Nobel peace prize winner Muhammad Yunus Thursday (27) cancelled an international conference of social business entrepreneurs outside the Bangladeshi capital after it failed to get police security.
Yunus, 77, has been at odds with Bangladesh prime minister Sheikh Hasina since 2007 when he made a brief foray into the country’s highly polarised politics.
In 2011, he was sacked as the head of pioneering micro-lender, Grameen Bank, in a move widely believed to have been orchestrated by Hasina.
The celebrated former economics professor challenged his sacking in the highest court, but lost.
After the ouster, Yunus has been championing not-for-profit social businesses across the globe and he holds a conference for social entrepreneurs every year in Dhaka to promote innovative ideas.

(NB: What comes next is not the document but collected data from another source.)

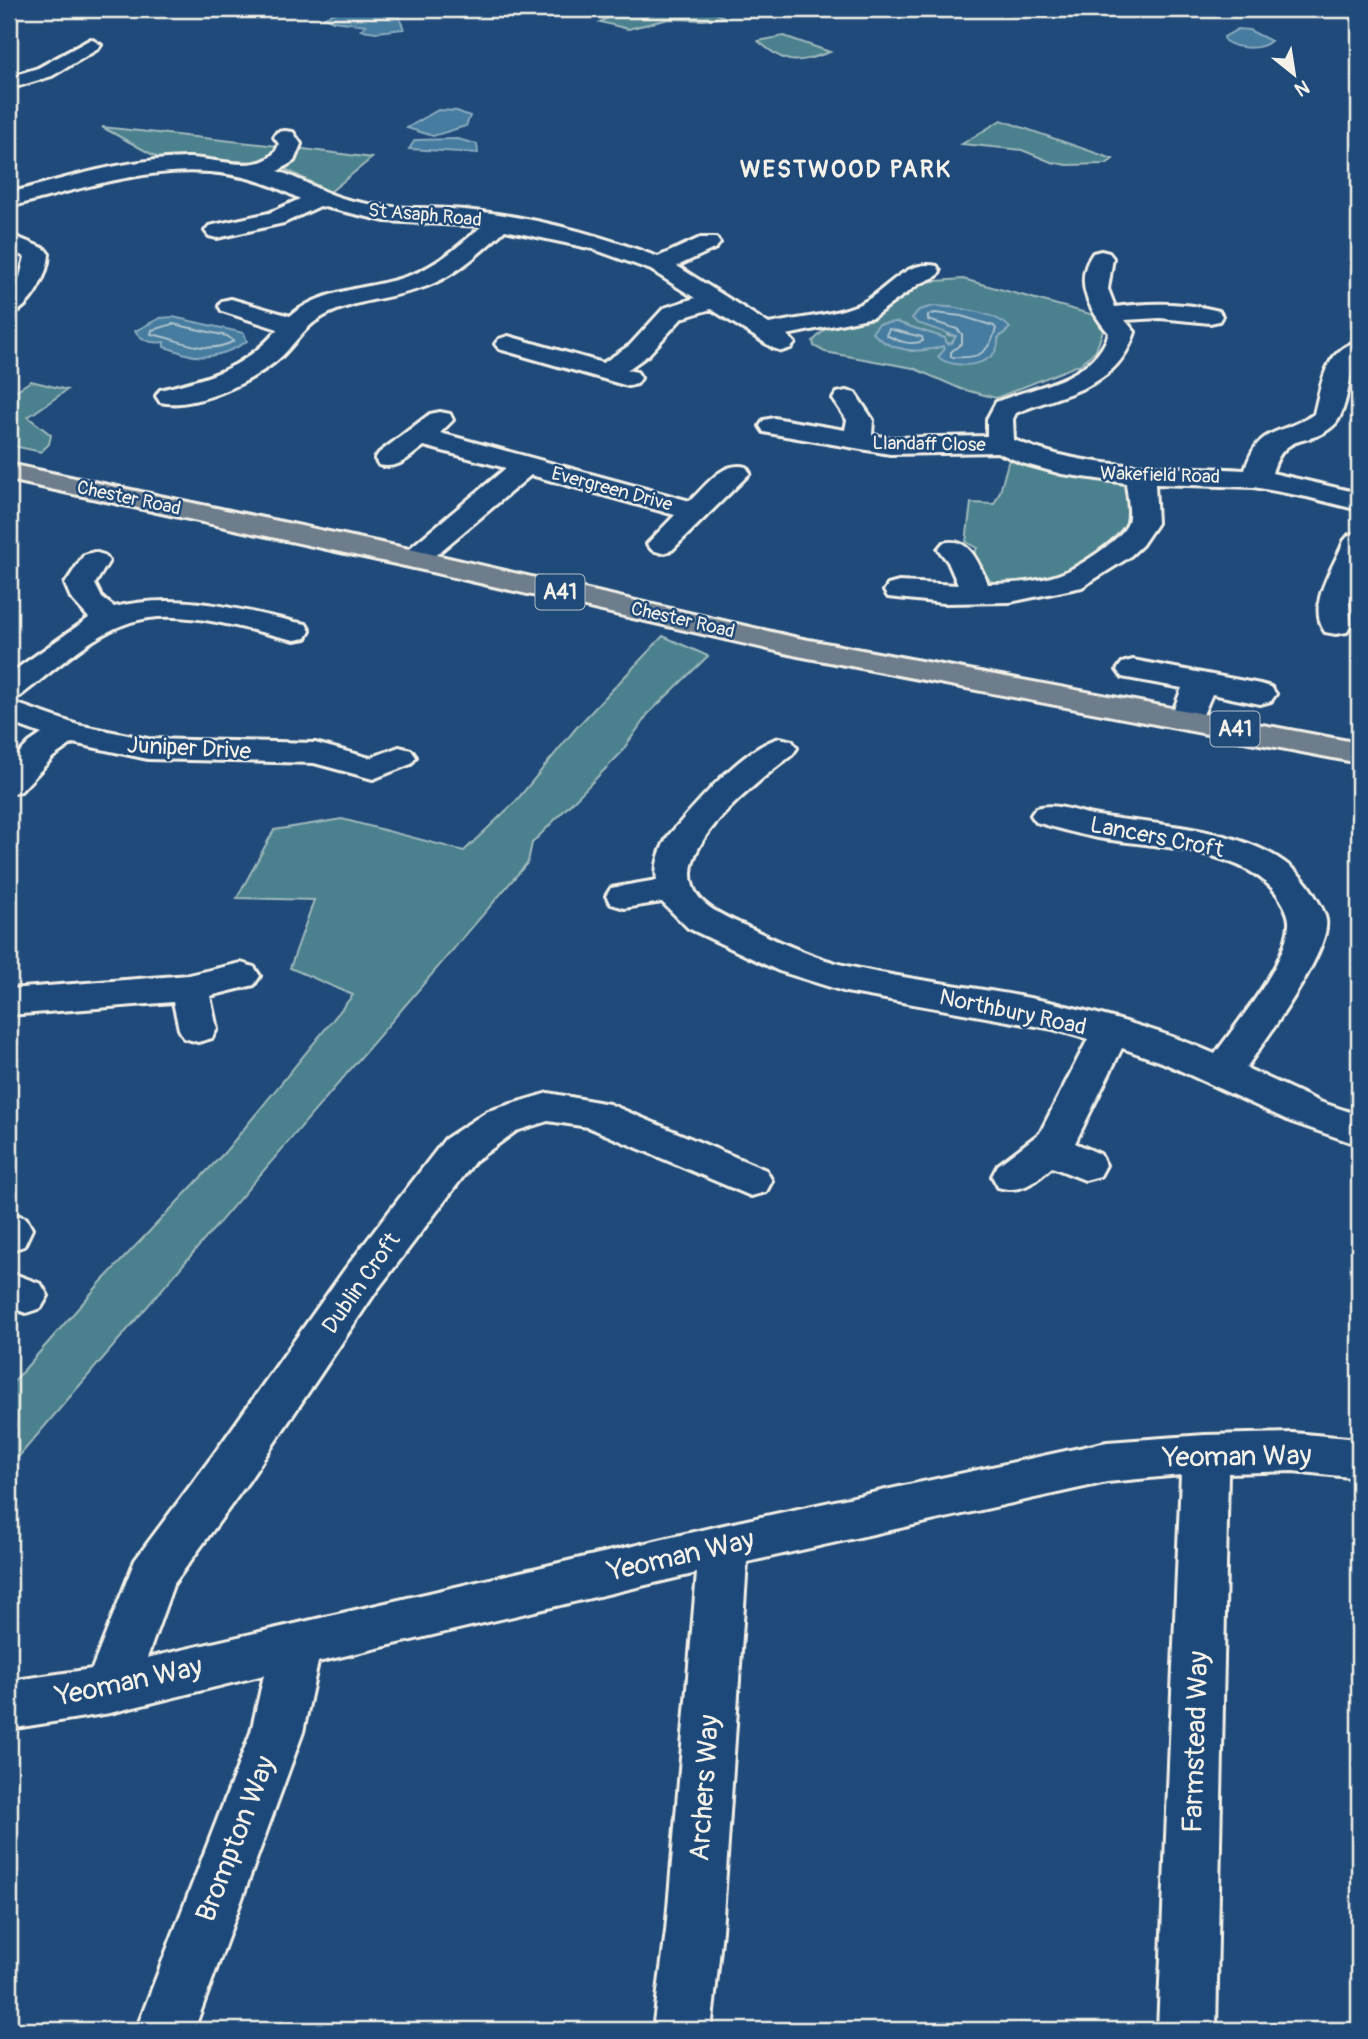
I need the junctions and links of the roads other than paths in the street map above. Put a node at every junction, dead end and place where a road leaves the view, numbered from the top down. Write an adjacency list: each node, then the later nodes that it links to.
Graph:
1 (91, 45): 3 (street)
2 (35, 59): 3 (street)
3 (59, 62): 4 (street)
4 (9, 83): 5 (street)
5 (9, 101)
6 (293, 141): 7 (street)
7 (261, 172): 8 (street, St Asaph Road); 9 (street, St Asaph Road)
8 (318, 199): 10 (street, St Asaph Road); 11 (street)
9 (9, 200)
10 (500, 222): 15 (street, St Asaph Road); 22 (street)
11 (233, 232)
12 (9, 241): 19 (street)
13 (708, 243): 15 (street)
14 (1101, 258): 21 (street)
15 (659, 265): 17 (street, St Asaph Road)
16 (913, 271): 17 (street, St Asaph Road)
17 (715, 300): 23 (street)
18 (231, 306): 22 (street)
19 (9, 308)
20 (1201, 311): 21 (street)
21 (1109, 315): 31 (street)
22 (293, 326): 25 (street)
23 (522, 342)
24 (1359, 349): 37 (street)
25 (169, 396)
26 (846, 399): 30 (street, Llandaff Close)
27 (444, 417): 29 (street)
28 (774, 426): 30 (street, Llandaff Close)
29 (419, 436): 32 (street); 33 (street, Evergreen Drive)
30 (857, 442): 31 (street, Llandaff Close)
31 (1001, 444): 36 (street, Wakefield Road)
32 (389, 459)
33 (527, 466): 39 (street, Evergreen Drive); 43 (street, Evergreen Drive)
34 (9, 472): 43 (main road, Chester Road / A41)
35 (736, 473): 39 (street, Evergreen Drive)
36 (1140, 475): 37 (street, Wakefield Road); 46 (street)
37 (1256, 480): 38 (street, Wakefield Road)
38 (1359, 502)
39 (696, 512): 41 (street, Evergreen Drive)
40 (1359, 541): 48 (street)
41 (662, 544)
42 (953, 549): 46 (street)
43 (414, 559): 55 (main road, Chester Road / A41)
44 (94, 561): 47 (street)
45 (899, 591): 46 (street)
46 (977, 593)
47 (111, 620): 49 (street); 52 (street)
48 (1335, 628)
49 (282, 636)
50 (1133, 670): 51 (street)
51 (1199, 682): 53 (street); 55 (street)
52 (9, 689)
53 (1261, 694)
54 (9, 711): 56 (street, Juniper Drive)
55 (1186, 719): 58 (main road, Chester Road / A41)
56 (67, 733): 59 (street, Juniper Drive); 60 (street)
57 (780, 748): 62 (street)
58 (1359, 753)
59 (382, 772)
60 (9, 784)
61 (1048, 816): 69 (street, Lancers Croft)
62 (677, 889): 63 (street); 68 (street, Northbury Road)
63 (624, 895)
64 (241, 976): 65 (street)
65 (189, 988): 66 (street); 67 (street)
66 (9, 1002)
67 (198, 1029)
68 (1110, 1034): 69 (street, Northbury Road); 71 (street)
69 (1221, 1075): 70 (street, Northbury Road)
70 (1359, 1130)
71 (1049, 1148): 72 (street); 73 (street)
72 (1085, 1166)
73 (1013, 1176)
74 (751, 1181): 79 (street, Dublin Croft)
75 (1205, 1454): 76 (street, Yeoman Way); 77 (street, Yeoman Way); 83 (street, Farmstead Way)
76 (1359, 1458)
77 (724, 1546): 78 (street, Yeoman Way); 82 (street, Archers Way)
78 (296, 1644): 79 (street, Yeoman Way); 81 (street, Brompton Way)
79 (110, 1690): 80 (street, Yeoman Way)
80 (9, 1705)
81 (164, 2030)
82 (682, 2030)
83 (1187, 2030)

This year some 2,000 people including 400 foreigners have registered to join the international conference on July 28-29 at a convention centre near the capital Dhaka.
But Yunus's office, which has been holding the conference for the last seven years along with its Social Business Day celebrations, has said the meet has been cancelled "due to unavoidable circumstances" .
"With a heavy heart we inform you that we are cancelling the 7th international conference organised on 28-29 July 2017 on the occasion of Social Business Day," Yunus Centre said in a statement.
The centre said about 200 international participants have already arrived in Dhaka, including Thomas Gass, an Assistant Secretary General of the United Nations, who was to be the keynote speaker.
The decision was announced moments after national police chief Shahidul Hoque told reporters that the meet did not have permission as the police were "kept in the dark", according to online newspaper bdnews24.com.
"Police did not have have sufficient time to get prepared for such a big conference where representatives from 36 nations were to take part," Saheli Ferdous, assistant inspector general of police, said.
A Yunus Centre official said they have been coordinating with the security agencies for weeks and even held a meeting with them earlier this week.
Yunus set up Grameen Bank, which co-won the Nobel prize with him in 2006, in 1983 to make collateral-free micro loans to millions of rural entrepreneurs.
Hasina has accused him of "sucking blood" from the poor, and in recent months suggested he was responsible for the World Bank pulling a $1.2 billion loan for a controversial bridge project.